Members of Congress directly involved with District affairs -- both Democrats and Republicans, both in the House and the Senate -- were outraged. City officials were flabbergasted.
But in a 221-to-199 vote on the House floor last week, a majority of House members flexed their muscles on the abortion issue, voting to prohibit the District of Columbia from using its own funds to pay for abortions for poor women.
The District's budget bill probably will emerge from Congress without the new restriction in it. The chairmen of the District's appropriations subcommittees, Rep. Julian C. Dixon (D-Calif.), and Sen. Arlen Specter (R-Pa.), strongly oppose the amendment, and should be able to delete it in conference. Specter already took it out of the Senate's version of the bill, approved last week by the Appropriations Committee.
But to District officials and the city's supporters on the Hill, it was a stunning affront to the concept of home rule and points up the degree to which the District still can be used by Congress as a symbol, as a testing ground, as a scapegoat on sensitive issues.
"The members know they could not by any means pass such a law for the nation and thus for the people of their own districts. The people would not stand for it," said D.C. Del. Walter E. Fauntroy.
"It's easy for folks from New Jersey and Iowa and Texas to vote for this since it applies only to the District of Columbia," said one top city official who asked not to be named.

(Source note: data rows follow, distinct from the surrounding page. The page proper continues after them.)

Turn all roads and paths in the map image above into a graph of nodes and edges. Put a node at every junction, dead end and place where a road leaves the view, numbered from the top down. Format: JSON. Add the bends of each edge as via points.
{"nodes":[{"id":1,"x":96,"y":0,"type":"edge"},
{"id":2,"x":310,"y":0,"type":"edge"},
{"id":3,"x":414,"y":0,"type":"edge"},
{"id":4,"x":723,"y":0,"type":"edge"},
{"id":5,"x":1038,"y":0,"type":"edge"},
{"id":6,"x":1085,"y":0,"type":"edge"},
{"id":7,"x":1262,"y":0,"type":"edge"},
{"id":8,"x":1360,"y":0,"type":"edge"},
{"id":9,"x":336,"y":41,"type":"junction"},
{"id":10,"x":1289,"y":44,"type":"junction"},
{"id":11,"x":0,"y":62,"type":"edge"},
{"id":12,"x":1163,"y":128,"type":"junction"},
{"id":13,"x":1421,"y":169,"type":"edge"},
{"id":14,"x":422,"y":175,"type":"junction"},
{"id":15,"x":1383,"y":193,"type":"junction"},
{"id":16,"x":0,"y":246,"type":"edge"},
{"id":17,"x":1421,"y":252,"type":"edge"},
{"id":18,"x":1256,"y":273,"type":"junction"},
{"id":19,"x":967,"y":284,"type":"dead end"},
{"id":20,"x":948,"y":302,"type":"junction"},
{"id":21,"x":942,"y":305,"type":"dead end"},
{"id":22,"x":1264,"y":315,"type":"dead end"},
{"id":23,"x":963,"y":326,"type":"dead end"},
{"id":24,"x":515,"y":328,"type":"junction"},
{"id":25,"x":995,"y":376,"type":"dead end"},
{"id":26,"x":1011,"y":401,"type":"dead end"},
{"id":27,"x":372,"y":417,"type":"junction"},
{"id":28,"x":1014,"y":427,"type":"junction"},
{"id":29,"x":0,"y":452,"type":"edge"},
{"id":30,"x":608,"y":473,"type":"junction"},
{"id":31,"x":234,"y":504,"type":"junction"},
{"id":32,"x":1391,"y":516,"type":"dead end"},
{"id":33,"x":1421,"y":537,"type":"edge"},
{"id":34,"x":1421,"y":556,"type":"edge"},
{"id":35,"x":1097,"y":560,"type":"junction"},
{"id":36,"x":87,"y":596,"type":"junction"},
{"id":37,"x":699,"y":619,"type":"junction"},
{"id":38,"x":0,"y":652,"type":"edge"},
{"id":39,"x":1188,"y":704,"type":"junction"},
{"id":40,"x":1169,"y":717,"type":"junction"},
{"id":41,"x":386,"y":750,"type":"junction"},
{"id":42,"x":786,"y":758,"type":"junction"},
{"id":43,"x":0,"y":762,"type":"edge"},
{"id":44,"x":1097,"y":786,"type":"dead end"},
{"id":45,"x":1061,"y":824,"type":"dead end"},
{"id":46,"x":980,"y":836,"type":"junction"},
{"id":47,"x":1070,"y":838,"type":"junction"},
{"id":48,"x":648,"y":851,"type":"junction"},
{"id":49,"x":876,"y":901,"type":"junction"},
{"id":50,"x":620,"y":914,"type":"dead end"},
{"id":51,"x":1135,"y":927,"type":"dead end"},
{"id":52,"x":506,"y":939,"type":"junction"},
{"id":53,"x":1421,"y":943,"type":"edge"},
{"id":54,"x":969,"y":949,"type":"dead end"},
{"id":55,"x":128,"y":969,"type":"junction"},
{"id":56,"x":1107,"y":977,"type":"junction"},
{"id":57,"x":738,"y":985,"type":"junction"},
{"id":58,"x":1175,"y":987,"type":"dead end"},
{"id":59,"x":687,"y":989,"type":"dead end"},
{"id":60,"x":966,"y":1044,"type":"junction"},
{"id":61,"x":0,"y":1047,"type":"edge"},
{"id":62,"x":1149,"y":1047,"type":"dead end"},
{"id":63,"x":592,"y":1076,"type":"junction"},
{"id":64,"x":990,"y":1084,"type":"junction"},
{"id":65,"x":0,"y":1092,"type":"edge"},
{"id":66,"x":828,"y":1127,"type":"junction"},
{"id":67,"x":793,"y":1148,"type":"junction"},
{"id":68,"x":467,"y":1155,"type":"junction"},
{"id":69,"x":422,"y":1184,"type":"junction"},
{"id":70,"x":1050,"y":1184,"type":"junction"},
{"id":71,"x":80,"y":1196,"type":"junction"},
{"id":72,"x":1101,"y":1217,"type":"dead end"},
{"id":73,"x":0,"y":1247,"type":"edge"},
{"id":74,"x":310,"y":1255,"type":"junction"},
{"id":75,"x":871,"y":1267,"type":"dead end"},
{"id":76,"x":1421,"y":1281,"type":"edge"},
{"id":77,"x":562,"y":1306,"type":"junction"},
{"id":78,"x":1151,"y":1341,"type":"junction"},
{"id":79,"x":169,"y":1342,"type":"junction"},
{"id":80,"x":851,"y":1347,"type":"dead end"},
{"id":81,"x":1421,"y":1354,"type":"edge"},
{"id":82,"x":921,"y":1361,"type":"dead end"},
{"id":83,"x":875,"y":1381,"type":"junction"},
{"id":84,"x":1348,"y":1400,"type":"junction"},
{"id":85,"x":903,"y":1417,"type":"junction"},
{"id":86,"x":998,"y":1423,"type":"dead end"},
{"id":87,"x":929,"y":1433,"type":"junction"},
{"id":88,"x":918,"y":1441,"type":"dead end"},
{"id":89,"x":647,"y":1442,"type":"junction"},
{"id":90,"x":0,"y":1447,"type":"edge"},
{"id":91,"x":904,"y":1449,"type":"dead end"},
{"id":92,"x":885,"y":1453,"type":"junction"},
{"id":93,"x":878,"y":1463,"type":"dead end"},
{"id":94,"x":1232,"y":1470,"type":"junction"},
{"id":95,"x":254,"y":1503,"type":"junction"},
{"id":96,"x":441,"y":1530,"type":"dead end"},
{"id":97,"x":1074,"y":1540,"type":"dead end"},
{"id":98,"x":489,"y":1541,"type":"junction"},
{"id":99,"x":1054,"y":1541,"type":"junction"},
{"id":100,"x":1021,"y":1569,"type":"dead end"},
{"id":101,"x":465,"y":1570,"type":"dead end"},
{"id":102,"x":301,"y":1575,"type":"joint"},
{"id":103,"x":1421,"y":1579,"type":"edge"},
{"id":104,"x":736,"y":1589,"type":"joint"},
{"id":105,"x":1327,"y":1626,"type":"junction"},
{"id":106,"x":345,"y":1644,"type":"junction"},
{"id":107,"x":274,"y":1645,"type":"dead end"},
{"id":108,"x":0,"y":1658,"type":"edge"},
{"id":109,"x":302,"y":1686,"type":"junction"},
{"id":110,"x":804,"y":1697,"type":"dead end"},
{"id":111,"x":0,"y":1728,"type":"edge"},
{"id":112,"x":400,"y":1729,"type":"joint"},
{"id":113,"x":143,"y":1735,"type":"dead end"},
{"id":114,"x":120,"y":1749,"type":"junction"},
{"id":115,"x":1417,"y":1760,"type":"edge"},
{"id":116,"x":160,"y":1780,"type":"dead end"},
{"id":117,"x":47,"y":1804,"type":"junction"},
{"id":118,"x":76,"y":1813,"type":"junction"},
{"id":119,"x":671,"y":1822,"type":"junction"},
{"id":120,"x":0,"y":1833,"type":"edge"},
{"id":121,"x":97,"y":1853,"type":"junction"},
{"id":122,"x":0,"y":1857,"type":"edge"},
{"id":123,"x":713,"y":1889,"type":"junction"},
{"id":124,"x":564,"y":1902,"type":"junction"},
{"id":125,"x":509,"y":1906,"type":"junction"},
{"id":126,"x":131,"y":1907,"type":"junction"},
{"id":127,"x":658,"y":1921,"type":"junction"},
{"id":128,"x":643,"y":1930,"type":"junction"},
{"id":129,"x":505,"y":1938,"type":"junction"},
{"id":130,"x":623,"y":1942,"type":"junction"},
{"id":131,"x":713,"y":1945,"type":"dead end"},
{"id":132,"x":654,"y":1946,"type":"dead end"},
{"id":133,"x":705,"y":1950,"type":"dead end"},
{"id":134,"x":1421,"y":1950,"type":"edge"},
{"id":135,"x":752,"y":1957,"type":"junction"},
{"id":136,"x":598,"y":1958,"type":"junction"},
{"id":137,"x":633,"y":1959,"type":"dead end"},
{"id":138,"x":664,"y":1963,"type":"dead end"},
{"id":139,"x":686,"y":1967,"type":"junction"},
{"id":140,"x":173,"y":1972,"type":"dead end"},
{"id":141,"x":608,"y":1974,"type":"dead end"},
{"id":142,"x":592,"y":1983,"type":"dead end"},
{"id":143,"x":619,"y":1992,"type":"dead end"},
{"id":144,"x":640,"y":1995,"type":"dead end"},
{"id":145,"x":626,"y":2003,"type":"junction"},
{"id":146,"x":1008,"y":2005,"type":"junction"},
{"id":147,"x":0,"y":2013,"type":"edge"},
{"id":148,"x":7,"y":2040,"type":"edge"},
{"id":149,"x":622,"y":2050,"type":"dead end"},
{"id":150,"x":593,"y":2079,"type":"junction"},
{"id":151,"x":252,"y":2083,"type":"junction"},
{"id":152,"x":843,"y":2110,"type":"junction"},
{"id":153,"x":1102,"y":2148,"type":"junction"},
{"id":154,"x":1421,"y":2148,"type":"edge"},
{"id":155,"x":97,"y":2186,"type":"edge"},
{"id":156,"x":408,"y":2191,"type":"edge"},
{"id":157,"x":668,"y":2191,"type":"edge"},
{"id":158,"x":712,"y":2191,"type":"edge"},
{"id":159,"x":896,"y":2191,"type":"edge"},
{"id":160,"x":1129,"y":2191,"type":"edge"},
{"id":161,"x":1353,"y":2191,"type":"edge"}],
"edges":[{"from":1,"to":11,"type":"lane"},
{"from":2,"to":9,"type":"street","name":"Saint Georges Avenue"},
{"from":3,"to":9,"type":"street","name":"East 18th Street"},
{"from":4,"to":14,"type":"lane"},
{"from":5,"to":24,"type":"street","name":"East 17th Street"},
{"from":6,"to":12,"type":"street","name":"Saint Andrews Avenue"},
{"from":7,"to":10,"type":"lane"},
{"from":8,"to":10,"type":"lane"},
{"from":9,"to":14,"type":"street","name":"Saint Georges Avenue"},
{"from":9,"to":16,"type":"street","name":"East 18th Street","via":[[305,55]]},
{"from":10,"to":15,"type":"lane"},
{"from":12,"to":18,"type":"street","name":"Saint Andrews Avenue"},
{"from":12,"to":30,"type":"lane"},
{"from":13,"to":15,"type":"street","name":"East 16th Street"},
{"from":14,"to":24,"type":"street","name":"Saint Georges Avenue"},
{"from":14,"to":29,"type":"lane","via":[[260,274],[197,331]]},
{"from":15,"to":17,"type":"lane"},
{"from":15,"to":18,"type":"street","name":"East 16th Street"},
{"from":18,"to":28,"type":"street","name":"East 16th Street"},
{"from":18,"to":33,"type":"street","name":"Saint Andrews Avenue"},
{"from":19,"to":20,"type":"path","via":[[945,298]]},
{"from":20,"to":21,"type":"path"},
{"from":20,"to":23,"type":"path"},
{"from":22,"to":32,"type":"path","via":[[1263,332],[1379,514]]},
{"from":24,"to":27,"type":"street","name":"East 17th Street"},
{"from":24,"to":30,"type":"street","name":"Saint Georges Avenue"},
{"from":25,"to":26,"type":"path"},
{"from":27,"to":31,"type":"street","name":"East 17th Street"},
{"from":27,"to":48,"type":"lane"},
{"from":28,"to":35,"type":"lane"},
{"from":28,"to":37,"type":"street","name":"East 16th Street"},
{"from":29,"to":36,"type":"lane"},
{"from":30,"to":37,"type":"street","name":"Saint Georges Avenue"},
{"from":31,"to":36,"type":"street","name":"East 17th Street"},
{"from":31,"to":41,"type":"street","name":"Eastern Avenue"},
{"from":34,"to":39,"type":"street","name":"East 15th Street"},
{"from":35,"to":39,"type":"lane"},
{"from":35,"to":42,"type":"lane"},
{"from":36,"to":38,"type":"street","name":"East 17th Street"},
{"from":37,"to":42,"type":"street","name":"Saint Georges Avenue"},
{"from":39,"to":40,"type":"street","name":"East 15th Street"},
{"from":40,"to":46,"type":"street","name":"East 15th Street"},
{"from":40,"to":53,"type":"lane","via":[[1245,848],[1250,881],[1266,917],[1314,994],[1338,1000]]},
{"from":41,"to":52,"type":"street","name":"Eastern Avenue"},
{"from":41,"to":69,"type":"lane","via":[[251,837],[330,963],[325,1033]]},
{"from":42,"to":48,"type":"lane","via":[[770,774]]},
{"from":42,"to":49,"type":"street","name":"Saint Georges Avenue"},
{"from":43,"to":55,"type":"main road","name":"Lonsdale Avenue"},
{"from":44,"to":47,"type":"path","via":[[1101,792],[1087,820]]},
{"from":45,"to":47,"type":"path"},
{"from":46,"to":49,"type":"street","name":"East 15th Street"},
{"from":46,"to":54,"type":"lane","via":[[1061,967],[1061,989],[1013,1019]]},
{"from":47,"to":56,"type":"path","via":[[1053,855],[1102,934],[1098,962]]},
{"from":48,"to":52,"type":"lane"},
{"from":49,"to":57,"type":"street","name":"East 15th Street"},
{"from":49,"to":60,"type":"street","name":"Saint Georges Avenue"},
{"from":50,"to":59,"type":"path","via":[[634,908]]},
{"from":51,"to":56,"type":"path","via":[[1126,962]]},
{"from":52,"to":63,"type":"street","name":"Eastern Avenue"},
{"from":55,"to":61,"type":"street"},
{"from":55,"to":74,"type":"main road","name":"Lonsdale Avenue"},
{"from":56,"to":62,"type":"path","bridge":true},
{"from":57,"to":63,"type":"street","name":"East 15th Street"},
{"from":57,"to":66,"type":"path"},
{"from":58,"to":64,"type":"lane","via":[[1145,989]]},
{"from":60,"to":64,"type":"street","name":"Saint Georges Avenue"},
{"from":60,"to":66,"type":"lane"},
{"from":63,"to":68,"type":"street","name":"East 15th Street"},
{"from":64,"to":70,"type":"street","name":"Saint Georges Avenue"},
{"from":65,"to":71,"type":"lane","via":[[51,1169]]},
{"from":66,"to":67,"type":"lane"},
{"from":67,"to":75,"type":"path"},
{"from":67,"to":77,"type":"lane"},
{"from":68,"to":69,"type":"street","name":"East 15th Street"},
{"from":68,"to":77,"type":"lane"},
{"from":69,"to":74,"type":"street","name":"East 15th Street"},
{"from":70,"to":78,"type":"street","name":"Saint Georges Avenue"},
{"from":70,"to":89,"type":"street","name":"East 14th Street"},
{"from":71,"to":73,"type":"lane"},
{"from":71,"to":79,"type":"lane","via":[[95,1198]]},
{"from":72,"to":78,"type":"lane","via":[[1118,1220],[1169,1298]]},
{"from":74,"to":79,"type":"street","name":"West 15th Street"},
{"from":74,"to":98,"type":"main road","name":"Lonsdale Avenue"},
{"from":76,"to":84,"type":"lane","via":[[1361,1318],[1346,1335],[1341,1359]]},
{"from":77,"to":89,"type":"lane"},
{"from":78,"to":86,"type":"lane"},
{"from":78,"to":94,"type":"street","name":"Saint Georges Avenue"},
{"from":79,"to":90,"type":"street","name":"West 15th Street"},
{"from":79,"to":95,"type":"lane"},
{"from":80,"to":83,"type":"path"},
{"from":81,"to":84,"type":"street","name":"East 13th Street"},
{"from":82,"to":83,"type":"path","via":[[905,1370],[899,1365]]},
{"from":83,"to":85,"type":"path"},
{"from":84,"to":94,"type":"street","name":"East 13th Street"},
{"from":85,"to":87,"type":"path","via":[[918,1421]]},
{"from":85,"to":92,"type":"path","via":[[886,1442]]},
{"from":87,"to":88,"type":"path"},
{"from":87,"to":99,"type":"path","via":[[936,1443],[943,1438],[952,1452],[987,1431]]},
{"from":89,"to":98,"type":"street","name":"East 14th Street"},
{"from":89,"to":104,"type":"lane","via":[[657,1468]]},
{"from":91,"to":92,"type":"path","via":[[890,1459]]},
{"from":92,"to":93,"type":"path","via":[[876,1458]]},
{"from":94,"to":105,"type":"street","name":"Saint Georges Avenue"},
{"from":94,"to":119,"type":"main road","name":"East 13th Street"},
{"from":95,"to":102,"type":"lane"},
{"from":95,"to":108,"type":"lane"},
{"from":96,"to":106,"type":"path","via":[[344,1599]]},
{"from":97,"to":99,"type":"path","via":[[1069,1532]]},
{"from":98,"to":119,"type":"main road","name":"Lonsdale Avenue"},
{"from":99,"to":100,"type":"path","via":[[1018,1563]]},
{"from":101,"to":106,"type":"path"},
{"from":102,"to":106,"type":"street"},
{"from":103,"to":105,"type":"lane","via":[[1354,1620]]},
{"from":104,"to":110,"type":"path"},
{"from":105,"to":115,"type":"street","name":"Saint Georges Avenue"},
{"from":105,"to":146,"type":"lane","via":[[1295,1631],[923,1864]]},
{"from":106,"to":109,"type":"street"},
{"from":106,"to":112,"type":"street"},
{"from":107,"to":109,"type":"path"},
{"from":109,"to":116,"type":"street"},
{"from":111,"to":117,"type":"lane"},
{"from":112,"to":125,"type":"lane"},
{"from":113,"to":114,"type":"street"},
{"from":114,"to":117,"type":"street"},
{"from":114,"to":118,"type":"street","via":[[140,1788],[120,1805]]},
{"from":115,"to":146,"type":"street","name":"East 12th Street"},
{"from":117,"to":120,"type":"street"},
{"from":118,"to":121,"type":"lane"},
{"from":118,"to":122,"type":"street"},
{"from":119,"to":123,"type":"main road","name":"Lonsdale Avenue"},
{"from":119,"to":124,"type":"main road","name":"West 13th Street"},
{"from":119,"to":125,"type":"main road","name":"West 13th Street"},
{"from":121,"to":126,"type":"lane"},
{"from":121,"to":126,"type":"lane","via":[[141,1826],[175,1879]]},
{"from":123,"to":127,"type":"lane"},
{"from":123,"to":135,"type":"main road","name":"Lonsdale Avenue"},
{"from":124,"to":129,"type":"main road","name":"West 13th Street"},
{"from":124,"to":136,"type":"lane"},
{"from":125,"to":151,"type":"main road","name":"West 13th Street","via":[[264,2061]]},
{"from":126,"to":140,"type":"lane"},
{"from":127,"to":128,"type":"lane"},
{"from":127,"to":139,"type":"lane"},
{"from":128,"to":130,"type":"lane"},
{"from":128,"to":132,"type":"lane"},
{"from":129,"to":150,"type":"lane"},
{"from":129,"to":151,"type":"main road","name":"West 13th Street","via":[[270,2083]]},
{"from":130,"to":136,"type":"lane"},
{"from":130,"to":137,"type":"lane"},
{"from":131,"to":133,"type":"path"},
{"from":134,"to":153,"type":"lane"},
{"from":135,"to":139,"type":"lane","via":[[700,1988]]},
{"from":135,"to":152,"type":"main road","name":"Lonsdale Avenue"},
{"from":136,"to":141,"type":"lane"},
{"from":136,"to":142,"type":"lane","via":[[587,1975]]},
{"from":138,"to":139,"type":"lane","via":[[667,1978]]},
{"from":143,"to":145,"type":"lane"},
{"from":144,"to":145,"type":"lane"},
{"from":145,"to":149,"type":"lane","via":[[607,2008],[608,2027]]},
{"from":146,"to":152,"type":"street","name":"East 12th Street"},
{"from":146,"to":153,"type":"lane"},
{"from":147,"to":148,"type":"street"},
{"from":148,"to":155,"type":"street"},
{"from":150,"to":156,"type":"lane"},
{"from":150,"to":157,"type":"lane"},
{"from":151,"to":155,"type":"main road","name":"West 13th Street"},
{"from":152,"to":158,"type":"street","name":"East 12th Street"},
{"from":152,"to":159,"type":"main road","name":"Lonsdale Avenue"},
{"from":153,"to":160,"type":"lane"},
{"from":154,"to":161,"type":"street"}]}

The House was able to take the action concerning the District because, unlike any other city or state in this country, the District's budget still must be approved by Congress every year, even with home rule.
Congress several years ago prohibited the use of any federal funds for abortions except when the mother's life is in danger or in cases of rape or incest. But 14 states and the District use their own funds to pay for abortions for poor women.
One of the 14 is New Jersey, home of Rep. Christopher Smith (R), who introduced the anti-abortion amendment. But his amendment will not apply to his own constituency, where the state can continue to pay for abortions for poor women, just to the District of Columbia.
Maryland is another state that funds abortion for poor women, but four of the state's eight members of Congress -- Reps. Helen Delich Bentley (R), Marjorie S. Holt (R), Roy Dyson (D) and Beverly B. Byron (D) -- voted to prevent their urban neighbor from doing so.
Rep. Stan Parris (R-Va.), a member of the House District Committee, and Rep. Frank Wolf (R-Va.), a new member of the District appropriations subcommittee, represent jurisdictions where state funds are not used to finance abortions. Both have said in the past that they are supporters of home rule for the District. Yet both voted to bar the District from using its own tax dollars for abortion.
Smith dismisses the home rule issue. He equates the home rule argument here with some states' arguments in the past that slavery was a states' rights issue and to the South African government's position that its apartheid policy of racial discrimination is an internal matter. Instead Smith argues that abortion is a national and not purely a local concern.
But others see the vote as politically motivated.
"I saw a House fearful" of the right wing and losing their seats, Rep. Parren Mitchell (D-Md.) said in a speech last week.
"It was a knee-jerk reaction" to an anti-abortion amendment, said Rep. Lawrence Coughlin (R-Pa.), ranking minority member of the House District appropriations subcommittee. "It just infuriated me," he said.
"It's not right. It's not fair," Sen. Frank R. Lautenberg (D-N.J.), ranking minority member on the Senate Appropriations subcommittee on the District, said in an interview after the vote. "It seems the forces of restriction are gaining ground."
The amendment does not actually prohibit abortions, and would not affect women who can afford one. It simply would make it far more difficult for thousands of poor women in the District of Columbia to pay for one.
These women, some of them teen-age girls, would face a choice of either scraping together enough money for the operation, having children they do not want or trying extreme measures such as dangerous attempts at self-induced abortions. Discussion of the women involved was noticeably absent from the congressional debate.
But 221 members of Congress now can go home and point to their anti-abortion vote -- one that has no impact on their own constituents.